On Wednesday, Greenert told the audience that Wu “really wants to come to RIMPAC” in 2016. “He views the exercises as a positive step in dealing with challenges,” Greenert said. But he suggested that, ultimately, the decision would be made by higher-ups: “[Wu] wants that to work out. But we all have bosses.”

The U.S.-China military-to-military relationship is a complex one. On the one hand, the two militaries focus on each other as potential enemies. The U.S. Department of Defense is reportedly pushing for a stronger military response to China’s island-building in the South China Sea, including patrols within the 12 nautical mile zone of the artificial islands.

On the other hand, however, the mil-to-mil relationship has actually (if quietly) made positive strides over the last four years. Regular high-level military contacts between the two sides have increased and stabilized. Wu and Greenert’s conversation on Tuesday was itself a sign of increased communication between the U.S. and Chinese armed forces. The call was the second of a series of such video teleconference calls, which are scheduled to take place quarterly. The previous call was in late April.

Most notably, last year the U.S. and China agreed to a code of conduct that governs unexpected encounters between navies. The Code for Unplanned Encounters at Sea (CUES), spearheaded by a joint U.S.-Chinese effort, was signed by 21 Pacific countries in April 2014. CUES provides instructions for how sailors should respond when encountering another naval vessel in international waters. Both sides are interested in creating a similar code to govern unplanned aerial encounters.

Greenert said the CUES agreement was a positive step: “We think we’re on the right track.” In fact, he suggested expanding the agreement to cover coast guards as well – a crucial step, as China’s Coast Guard (not its navy) is largely responsible for patrolling disputed areas in the South and East China Seas. Greenert acknowledged that “the interactions that take place in the South China Sea are predominantly [with] Chinese Coast Guard ships… the gray hulls [the navies], we’re getting along just fine. You others, you ought to really get involved in this.”

Admiral Scott Swift, commander of the U.S. Pacific Fleet, also recently spoke of U.S. interest in pursuing a code of conduct with the Chinese Coast Guard. “Many of the encounters at sea that my naval ships have are as frequent with the Chinese Coast Guard — and other coast guards — as it is with the Chinese navy ships,” Swift said.

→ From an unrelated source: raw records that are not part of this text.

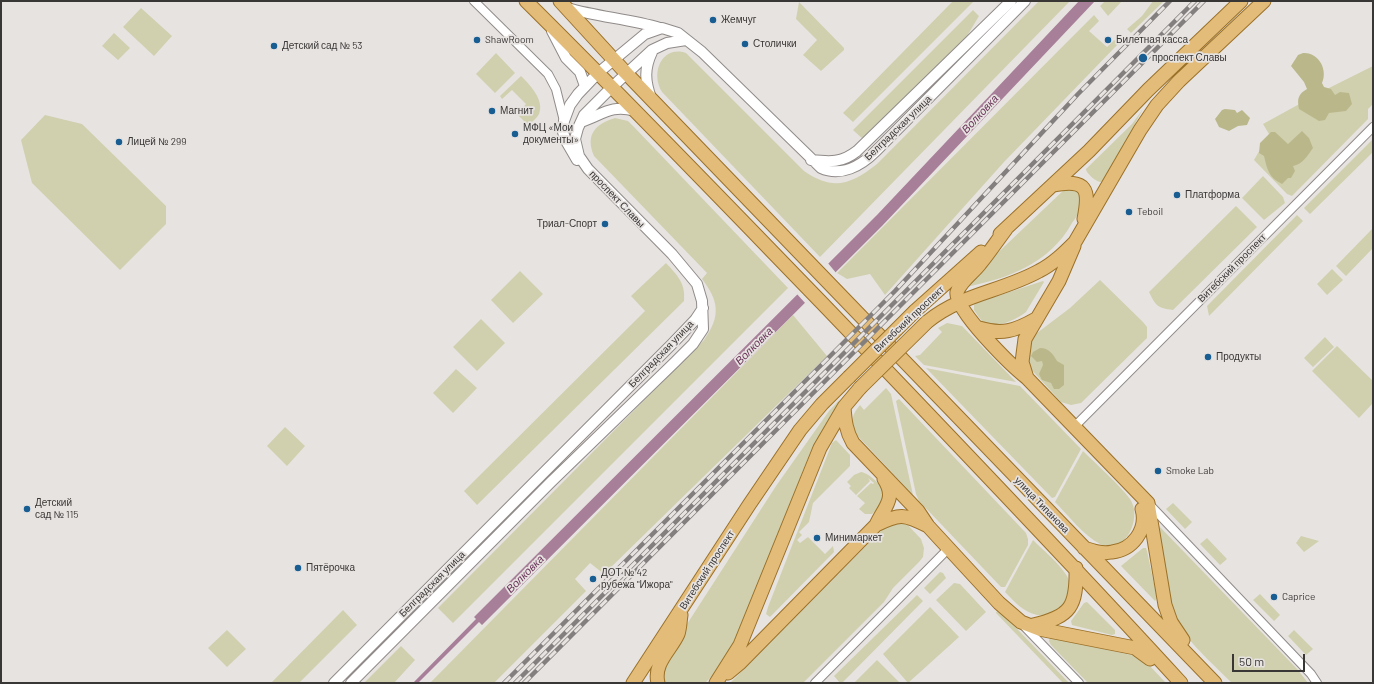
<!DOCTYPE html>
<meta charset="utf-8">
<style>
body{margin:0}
#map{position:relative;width:1374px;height:684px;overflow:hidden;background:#e7e3e1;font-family:Barlow,sans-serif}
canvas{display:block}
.frame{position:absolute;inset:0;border:2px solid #393736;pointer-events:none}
.scale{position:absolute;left:1232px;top:654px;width:73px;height:18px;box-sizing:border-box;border:2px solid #393736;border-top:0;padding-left:5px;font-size:12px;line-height:14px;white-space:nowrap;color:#393736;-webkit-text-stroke:3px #e7e3e1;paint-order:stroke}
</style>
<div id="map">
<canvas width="1374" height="684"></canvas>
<div class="frame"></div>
<div class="scale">50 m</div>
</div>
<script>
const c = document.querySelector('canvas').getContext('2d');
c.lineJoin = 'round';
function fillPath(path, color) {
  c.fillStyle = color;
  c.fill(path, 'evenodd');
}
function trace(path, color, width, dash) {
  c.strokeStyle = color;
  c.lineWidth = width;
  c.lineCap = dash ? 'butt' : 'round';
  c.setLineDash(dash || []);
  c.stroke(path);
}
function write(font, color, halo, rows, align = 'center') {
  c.font = font + ' Barlow,sans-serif';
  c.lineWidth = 3.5;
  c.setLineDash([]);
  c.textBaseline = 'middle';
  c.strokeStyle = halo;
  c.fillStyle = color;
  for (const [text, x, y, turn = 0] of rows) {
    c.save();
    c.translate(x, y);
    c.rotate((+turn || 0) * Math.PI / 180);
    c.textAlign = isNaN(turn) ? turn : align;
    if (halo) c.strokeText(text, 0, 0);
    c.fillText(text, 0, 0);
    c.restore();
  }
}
const green = new Path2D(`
 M 953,1 L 974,1 L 853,122 L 843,113 Z
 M 1039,1 L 1070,1 L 820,257 L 662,92 C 650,73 662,45 686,53 L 804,171 C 833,191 850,185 877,164 Z
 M 1105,1 L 1122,1 L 1108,16 L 1100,6 Z
 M 1153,1 L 1164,1 L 1131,33 L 1127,29 L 1142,16 Z
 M 799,2 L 844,48 L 844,50 L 821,71 L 803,55 L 817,40 L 796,19 Z
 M 141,8 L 172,36 L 154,56 L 123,27 Z
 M 973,10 L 979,16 L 967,36 L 864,140 L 853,130 Z
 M 1094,15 L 1099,21 L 1089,31 L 1107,47 L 1114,40 L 1119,43 L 1004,162 L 885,295 L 870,274 L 847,279 L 837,273 Z
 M 114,33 L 130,48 L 118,60 L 102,46 Z
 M 496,53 L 515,73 L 495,93 L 476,74 Z
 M 1373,66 L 1373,104 L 1368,109 L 1368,119 L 1292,196 L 1287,194 L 1254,160 L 1269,134 L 1263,124 L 1323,91 Z
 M 521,76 C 529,84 545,100 539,114 C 537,118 532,122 528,125 L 517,114 L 526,104 L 512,90 L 502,99 L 500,96 Z
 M 1143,109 L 1104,180 L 1101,182 C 1096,182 1086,173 1086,169 L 1132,124 Z
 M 45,115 L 82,124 L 166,206 L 166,224 L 120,270 L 32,183 L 21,140 Z
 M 615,118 L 628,121 L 634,127 L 788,288 L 453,623 L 438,608 L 704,340 C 721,316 719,301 702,279 L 707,273 L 594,156 C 585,135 595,124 615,118 Z
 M 1373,139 L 1373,152 L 1310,214 L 1304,208 Z
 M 1263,176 L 1283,197 L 1285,203 L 1264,220 L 1242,198 Z
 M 1066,188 L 1079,189 C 1080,194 1081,202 1081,207 C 1080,212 1075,219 1072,223 C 1050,263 1008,279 965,287 L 966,283 Z
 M 1236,206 L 1257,227 L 1173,310 C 1157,308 1156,306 1149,292 Z
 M 1297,215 L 1303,221 L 1209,316 L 1207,306 Z
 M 1373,228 L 1373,248 L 1346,276 L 1336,266 Z
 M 666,263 C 677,275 686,283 684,301 L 477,505 L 464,491 L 645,311 L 631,296 Z
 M 1332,269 L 1343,280 L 1327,295 L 1317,284 Z
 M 520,271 L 543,294 L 513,323 L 491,300 Z
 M 1100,280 L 1143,322 L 1147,327 L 1147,338 L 1081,403 L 1071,405 L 1061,402 L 1029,367 C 1026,355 1029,342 1037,333 L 1070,308 Z
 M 1043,281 L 1044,282 L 1026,312 C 1017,319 998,328 987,324 C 981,322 977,314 974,310 L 974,305 L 976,303 Z
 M 793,315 L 827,356 L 604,574 L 590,563 L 575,579 L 586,591 L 494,683 L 430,683 Z
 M 481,319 L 505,343 L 477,371 L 453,347 Z
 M 947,323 L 962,326 L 1016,382 L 924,365 L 915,356 L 920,355 L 942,332 L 938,328 Z
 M 1325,337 L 1334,347 L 1313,367 L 1304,358 Z
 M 1337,346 L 1373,381 L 1373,403 L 1359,418 L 1312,371 Z
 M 926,368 L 1020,386 L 1081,449 L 1055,497 L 1052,498 Z
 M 456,369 L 477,388 L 453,413 L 433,393 Z
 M 886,388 L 891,394 L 913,495 L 854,432 C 851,419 852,415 860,405 L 864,410 Z
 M 840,399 L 810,453 L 733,647 L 715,673 L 705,683 L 664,683 L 663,676 L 669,652 L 776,486 L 829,411 Z
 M 899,399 L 1026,533 L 1028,539 L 1028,545 L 1005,587 L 1001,587 L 919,501 L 916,494 L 896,401 Z
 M 285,427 L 305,446 L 287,466 L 267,446 Z
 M 836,440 L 850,455 L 850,466 L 813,503 L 809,522 L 799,532 L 802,535 L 797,540 L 800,543 L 808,537 L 825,554 L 833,546 L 834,552 L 770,617 L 766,614 L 768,607 L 832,443 Z
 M 1083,451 C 1097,465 1119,484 1130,499 C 1143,518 1125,556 1100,544 C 1083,535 1069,516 1055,502 Z
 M 861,472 C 869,473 884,486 884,496 C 884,503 877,510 872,514 L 865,514 L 859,509 L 865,503 L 857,496 L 871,483 L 873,484 L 874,483 L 868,478 L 870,481 L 856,495 L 849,488 L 851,486 L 847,482 L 854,475 Z
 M 1173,503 L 1192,522 L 1185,529 L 1166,509 Z
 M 889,523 L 906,523 L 921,539 L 924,548 L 923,557 L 919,562 L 893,588 L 884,602 L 803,683 L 730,683 Z
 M 1159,526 L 1298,670 L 1308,683 L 1232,683 C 1218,669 1188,642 1180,626 C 1168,604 1161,553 1158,527 Z
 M 1301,536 L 1319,541 L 1304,552 L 1296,543 Z
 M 1207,538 L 1227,559 L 1220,565 L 1200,544 Z
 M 1033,540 C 1044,551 1059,563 1067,576 C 1078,595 1057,618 1037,615 C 1023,612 1015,602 1005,592 Z
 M 1143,548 L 1146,548 L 1147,551 L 1157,598 L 1155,601 L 1121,566 Z
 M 940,572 L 943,573 L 946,578 L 930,594 L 924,588 Z
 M 954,583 L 960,584 L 986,612 L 966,631 L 936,600 Z
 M 1260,594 L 1280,615 L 1274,621 L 1253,600 Z
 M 917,595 L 923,601 L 842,683 L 840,683 L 834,676 Z
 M 1087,602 L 1115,630 L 1115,634 L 1112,635 L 1072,625 L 1071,621 L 1084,603 Z
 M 930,607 L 959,637 L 908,683 L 883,654 Z
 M 998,609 L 1069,683 L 1063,683 L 996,613 Z
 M 343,610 L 357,625 L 299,683 L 271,683 Z
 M 227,630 L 246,649 L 227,667 L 208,648 Z
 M 1294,630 L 1313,649 L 1306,655 L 1288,636 Z
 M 1050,637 L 1135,656 L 1147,663 L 1166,683 L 1088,683 L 1051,645 L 1049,641 Z
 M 401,646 L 415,660 L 394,683 L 364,683 Z
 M 877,660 L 900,683 L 854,683 Z`);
const forest = new Path2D(`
 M 1303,53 C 1319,52 1328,70 1322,83 L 1324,87 L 1331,89 L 1335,95 L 1340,92 L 1349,93 L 1352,104 L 1346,111 L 1329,113 L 1325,120 L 1319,121 L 1299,109 C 1297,99 1298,94 1307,89 L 1304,82 L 1291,66 L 1298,55 Z
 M 1225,109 L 1235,110 L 1237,113 L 1242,110 L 1250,118 L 1247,125 L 1238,126 L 1229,131 L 1219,127 L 1215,119 L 1222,110 Z
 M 1302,131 L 1309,138 L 1313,148 C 1307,156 1303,164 1293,166 L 1295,171 L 1291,178 L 1288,178 L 1282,184 C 1269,178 1267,169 1264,156 L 1259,153 L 1260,143 L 1271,132 L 1275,132 L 1288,144 Z
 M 1040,348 C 1049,348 1053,354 1057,361 L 1064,365 L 1064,385 L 1059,389 L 1054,389 L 1051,383 L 1042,380 L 1039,374 L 1043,365 L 1042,361 L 1037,362 L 1031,356 L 1033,352 Z`);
const water = new Path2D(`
 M 1079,1 L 1095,1 L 882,226 L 482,625 L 479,622 L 418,683 L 413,683 L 476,619 L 474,617 L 877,215 Z`);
const pier = new Path2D(`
 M 827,262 L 837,274 L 806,304 L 796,293 Z`);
const minor = new Path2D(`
 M 474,1 L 548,74 L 556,89 L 564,121
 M 1074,427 L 1373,127
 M 1149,504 L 1311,674 L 1317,683
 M 1024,626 L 1079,683
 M 815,683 L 949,548`);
const tertiary = new Path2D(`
 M 567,8 C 598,17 630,19 660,28
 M 552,31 L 566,58 L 580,72 L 585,86
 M 651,98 C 645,81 644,69 652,52
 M 581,122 C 602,115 611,104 635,111
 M 577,160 L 566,141 L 563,132 L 564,121 L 570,105 L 578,94 L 598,73 L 645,34 L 662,28 L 678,33 L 702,52 L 821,168 C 841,177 861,166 876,151 L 1025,1
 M 811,160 C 830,162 842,163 857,151 L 1011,1
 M 334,683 L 672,344 L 695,320 L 703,308
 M 351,683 L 551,482 L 675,362 L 693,344 L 703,329 L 702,301 L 697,284 L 672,254 L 588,169 L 579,156 L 575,139 L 578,128 L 584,115 L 612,87 L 652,50 L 667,43 L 686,40`);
const primary = new Path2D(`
 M 526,1 C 626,100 724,202 822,303 C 943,429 1063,554 1181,683
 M 560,1 L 626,73 L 1215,683
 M 1053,185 C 1087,179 1090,189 1084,219
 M 1006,229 C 997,241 989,253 980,264 C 974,272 960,282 957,292 C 953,309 1013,367 1027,378 L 1148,503 L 1165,605 L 1171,622 L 1183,640
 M 1000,234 L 1089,151 L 1148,90 L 1241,1
 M 915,311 L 981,252
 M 927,322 C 963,293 1001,292 1039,271 C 1053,264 1064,253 1075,242 L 1140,130 L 1157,105 L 1179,81 L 1264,1
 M 979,328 C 1002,335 1015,331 1036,319
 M 1027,378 L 1022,362 L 1025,339 L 1059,281 L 1074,246
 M 844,407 C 845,421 846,431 853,443 L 918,511 L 928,526 L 999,603 L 1021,622 L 1039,629 L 1135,648 L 1150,659
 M 876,525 C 900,513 904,514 928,526
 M 1084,548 C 1093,551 1102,554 1112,552 C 1132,550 1148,530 1142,509
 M 1033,625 C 1071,617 1077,606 1076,568
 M 728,673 L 740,663 L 876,525 C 884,507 897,499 884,479
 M 633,683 L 749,505 L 800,430 L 822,404 L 849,377
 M 658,683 C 653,663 671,650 678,634 C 680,628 680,621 681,615
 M 716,683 L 740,645 L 820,448 L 844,407 L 860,388`);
const rail = new Path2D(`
 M 504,683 L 895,291 L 1078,94 L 1170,1
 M 515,683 L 1195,1
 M 524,683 L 1204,1`);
const primaryBridge = new Path2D(`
 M 849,377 L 915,311
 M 860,388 L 927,322`);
const markers = [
 [713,20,4,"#185e93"],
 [477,40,4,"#185e93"],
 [1108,40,4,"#185e93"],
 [745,44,4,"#185e93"],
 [274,46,4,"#185e93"],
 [1143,58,5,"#185e93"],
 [492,111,4,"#185e93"],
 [515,134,4,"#185e93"],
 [119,142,4,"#185e93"],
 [1177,195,4,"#185e93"],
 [1129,212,4,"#185e93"],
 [605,224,4,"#185e93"],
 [1208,357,4,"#185e93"],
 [1158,471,4,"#185e93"],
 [27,509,4,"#185e93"],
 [817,538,4,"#185e93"],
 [298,568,4,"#185e93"],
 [593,579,4,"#185e93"],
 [1274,597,4,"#185e93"]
];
const poiNames = [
 ["Жемчуг",721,20],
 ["ShawRoom",485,40],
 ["Билетная касса",1116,40],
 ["Столички",753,44],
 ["Детский сад № 53",282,46],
 ["проспект Славы",1152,58],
 ["Магнит",500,111],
 ["МФЦ «Мои",523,128],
 ["документы»",523,140],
 ["Лицей № 299",127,142],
 ["Платформа",1185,195],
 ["Teboil",1137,212],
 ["Триал-Спорт",597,224,"right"],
 ["Продукты",1216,357],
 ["Smoke Lab",1166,471],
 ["Детский",35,503],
 ["сад № 115",35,515],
 ["Минимаркет",825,538],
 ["Пятёрочка",306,568],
 ["ДОТ № 42",601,573],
 ["рубежа \"Ижора\"",601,585],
 ["Caprice",1282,597]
];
const streetNames = [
 ["Белградская улица",898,128,-44],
 ["проспект Славы",617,199,46],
 ["Витебский проспект",1232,268,-45],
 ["Витебский проспект",909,319,-43],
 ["Белградская улица",661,354,-46],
 ["улица Типанова",1042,505,46],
 ["Витебский проспект",707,570,-57],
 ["Белградская улица",432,584,-45]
];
const waterNames = [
 ["Волковка",980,114,-47],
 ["Волковка",754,346,-45],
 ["Волковка",525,574,-45]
];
fillPath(green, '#d0d0af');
fillPath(forest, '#bab88b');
fillPath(water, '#a87f99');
fillPath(pier, '#e7e3e1');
trace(minor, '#908b89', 10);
trace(tertiary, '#908b89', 12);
trace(primary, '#9b7128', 15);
trace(minor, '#fff', 8);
trace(tertiary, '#fff', 10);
trace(primary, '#e3bc79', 13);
trace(rail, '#827f7e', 4.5);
trace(rail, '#e7e3e1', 3, [9]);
trace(primaryBridge, '#9b7128', 15, []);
trace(primaryBridge, '#e3bc79', 13);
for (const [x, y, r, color] of markers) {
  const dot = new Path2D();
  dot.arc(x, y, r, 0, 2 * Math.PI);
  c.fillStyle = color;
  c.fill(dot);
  trace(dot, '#e7e3e1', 1.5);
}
write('10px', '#393736', '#e7e3e1', poiNames, 'left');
write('10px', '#393736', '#e7e3e1', streetNames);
write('italic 11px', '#6a3559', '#e7e3e1', waterNames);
</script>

Greenert said U.S. Coast Guard Commandant Admiral Paul Zukunft has already presented a proposal regarding the creation of a CUES-like agreement to the Chinese Coast Guard. “We’ll see where that goes,” Greenert said.

Greenert himself will soon be stepping down, to be succeeded by Admiral John Richardson (previously the director of the Naval Nuclear Propulsion Program) next month. Greenert said that he had already introduced Richardson to Wu, and that Wu invited Richardson to visit China. Wu is “is big on mil-to-mil exchanges,” Greenert said, noting that the U.S. and Chinese navies had established a working relationship over the past few years.

Whether that relationship will extend to RIMPAC 2016 remains to be seen. The U.S. Congress is already growing antsy with deepening U.S.-China military relations without (some argue) anything positive to show for it.  In December 2014, U.S. Representative Randy J. Forbes, chair of the House Armed Services Committee’s Seapower and Projection Forces Subcommittee, called for a review of U.S.-China military exchanges.

“[T]here is no indication that more engagement has helped to shape Beijing’s actions in a positive direction consistent with U.S. objectives,” Forbes wrote. “To the contrary, as we have increased our mil-mil engagement over the past two years, China’s actions have only turned more coercive.”